Prompt
Reproduce the entries that follow precisely, setting aside any images.

Data provided
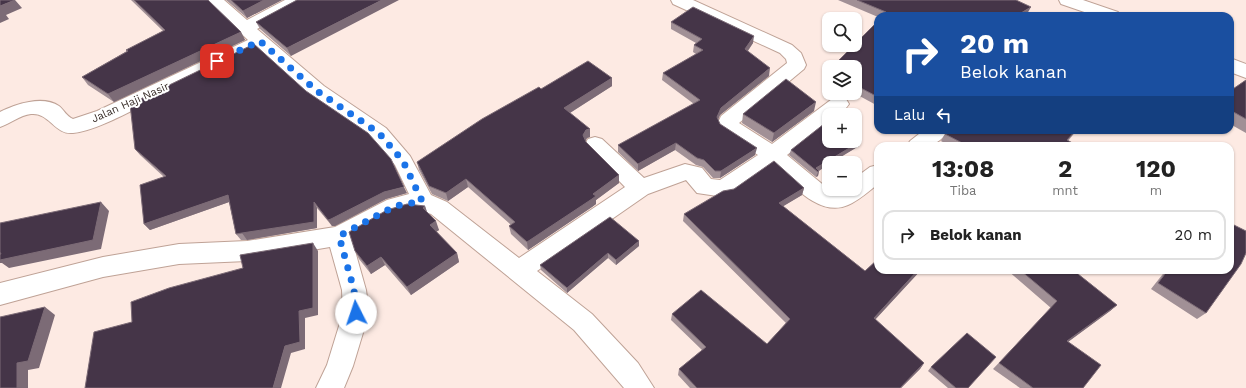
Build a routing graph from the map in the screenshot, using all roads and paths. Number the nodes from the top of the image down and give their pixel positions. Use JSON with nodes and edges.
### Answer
{"nodes":[{"id":1,"x":214,"y":0,"type":"edge"},
{"id":2,"x":298,"y":0,"type":"edge"},
{"id":3,"x":679,"y":0,"type":"edge"},
{"id":4,"x":1076,"y":1,"type":"edge"},
{"id":5,"x":1069,"y":12,"type":"edge"},
{"id":6,"x":1102,"y":12,"type":"edge"},
{"id":7,"x":245,"y":28,"type":"junction"},
{"id":8,"x":260,"y":41,"type":"junction"},
{"id":9,"x":1234,"y":66,"type":"edge"},
{"id":10,"x":1246,"y":72,"type":"edge"},
{"id":11,"x":839,"y":104,"type":"dead end"},
{"id":12,"x":0,"y":120,"type":"edge"},
{"id":13,"x":933,"y":134,"type":"edge"},
{"id":14,"x":922,"y":142,"type":"edge"},
{"id":15,"x":595,"y":144,"type":"dead end"},
{"id":16,"x":773,"y":155,"type":"junction"},
{"id":17,"x":874,"y":176,"type":"edge"},
{"id":18,"x":640,"y":188,"type":"junction"},
{"id":19,"x":422,"y":201,"type":"junction"},
{"id":20,"x":339,"y":236,"type":"junction"},
{"id":21,"x":518,"y":271,"type":"junction"},
{"id":22,"x":0,"y":294,"type":"edge"},
{"id":23,"x":330,"y":388,"type":"edge"},
{"id":24,"x":640,"y":388,"type":"edge"}],
"edges":[{"from":1,"to":7,"type":"street"},
{"from":2,"to":7,"type":"street"},
{"from":3,"to":16,"type":"street"},
{"from":4,"to":5,"type":"street"},
{"from":4,"to":6,"type":"street"},
{"from":7,"to":8,"type":"street"},
{"from":8,"to":12,"type":"street","name":"Jalan Haji Nasir"},
{"from":8,"to":19,"type":"street"},
{"from":9,"to":10,"type":"street"},
{"from":11,"to":16,"type":"street"},
{"from":13,"to":14,"type":"street"},
{"from":15,"to":18,"type":"street"},
{"from":16,"to":17,"type":"street"},
{"from":16,"to":18,"type":"street"},
{"from":18,"to":21,"type":"street"},
{"from":19,"to":20,"type":"street"},
{"from":19,"to":21,"type":"street"},
{"from":20,"to":22,"type":"street"},
{"from":20,"to":23,"type":"street"},
{"from":21,"to":24,"type":"street"}]}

Task result
Build a routing graph from the map in the screenshot, using all roads and paths. Number the nodes from the top of the image down and give their pixel positions. Use JSON with nodes and edges.
### Answer
{"nodes":[{"id":1,"x":214,"y":0,"type":"edge"},
{"id":2,"x":298,"y":0,"type":"edge"},
{"id":3,"x":679,"y":0,"type":"edge"},
{"id":4,"x":1076,"y":1,"type":"edge"},
{"id":5,"x":1069,"y":12,"type":"edge"},
{"id":6,"x":1102,"y":12,"type":"edge"},
{"id":7,"x":245,"y":28,"type":"junction"},
{"id":8,"x":260,"y":41,"type":"junction"},
{"id":9,"x":1234,"y":66,"type":"edge"},
{"id":10,"x":1246,"y":72,"type":"edge"},
{"id":11,"x":839,"y":104,"type":"dead end"},
{"id":12,"x":0,"y":120,"type":"edge"},
{"id":13,"x":933,"y":134,"type":"edge"},
{"id":14,"x":922,"y":142,"type":"edge"},
{"id":15,"x":595,"y":144,"type":"dead end"},
{"id":16,"x":773,"y":155,"type":"junction"},
{"id":17,"x":874,"y":176,"type":"edge"},
{"id":18,"x":640,"y":188,"type":"junction"},
{"id":19,"x":422,"y":201,"type":"junction"},
{"id":20,"x":339,"y":236,"type":"junction"},
{"id":21,"x":518,"y":271,"type":"junction"},
{"id":22,"x":0,"y":294,"type":"edge"},
{"id":23,"x":330,"y":388,"type":"edge"},
{"id":24,"x":640,"y":388,"type":"edge"}],
"edges":[{"from":1,"to":7,"type":"street"},
{"from":2,"to":7,"type":"street"},
{"from":3,"to":16,"type":"street"},
{"from":4,"to":5,"type":"street"},
{"from":4,"to":6,"type":"street"},
{"from":7,"to":8,"type":"street"},
{"from":8,"to":12,"type":"street","name":"Jalan Haji Nasir"},
{"from":8,"to":19,"type":"street"},
{"from":9,"to":10,"type":"street"},
{"from":11,"to":16,"type":"street"},
{"from":13,"to":14,"type":"street"},
{"from":15,"to":18,"type":"street"},
{"from":16,"to":17,"type":"street"},
{"from":16,"to":18,"type":"street"},
{"from":18,"to":21,"type":"street"},
{"from":19,"to":20,"type":"street"},
{"from":19,"to":21,"type":"street"},
{"from":20,"to":22,"type":"street"},
{"from":20,"to":23,"type":"street"},
{"from":21,"to":24,"type":"street"}]}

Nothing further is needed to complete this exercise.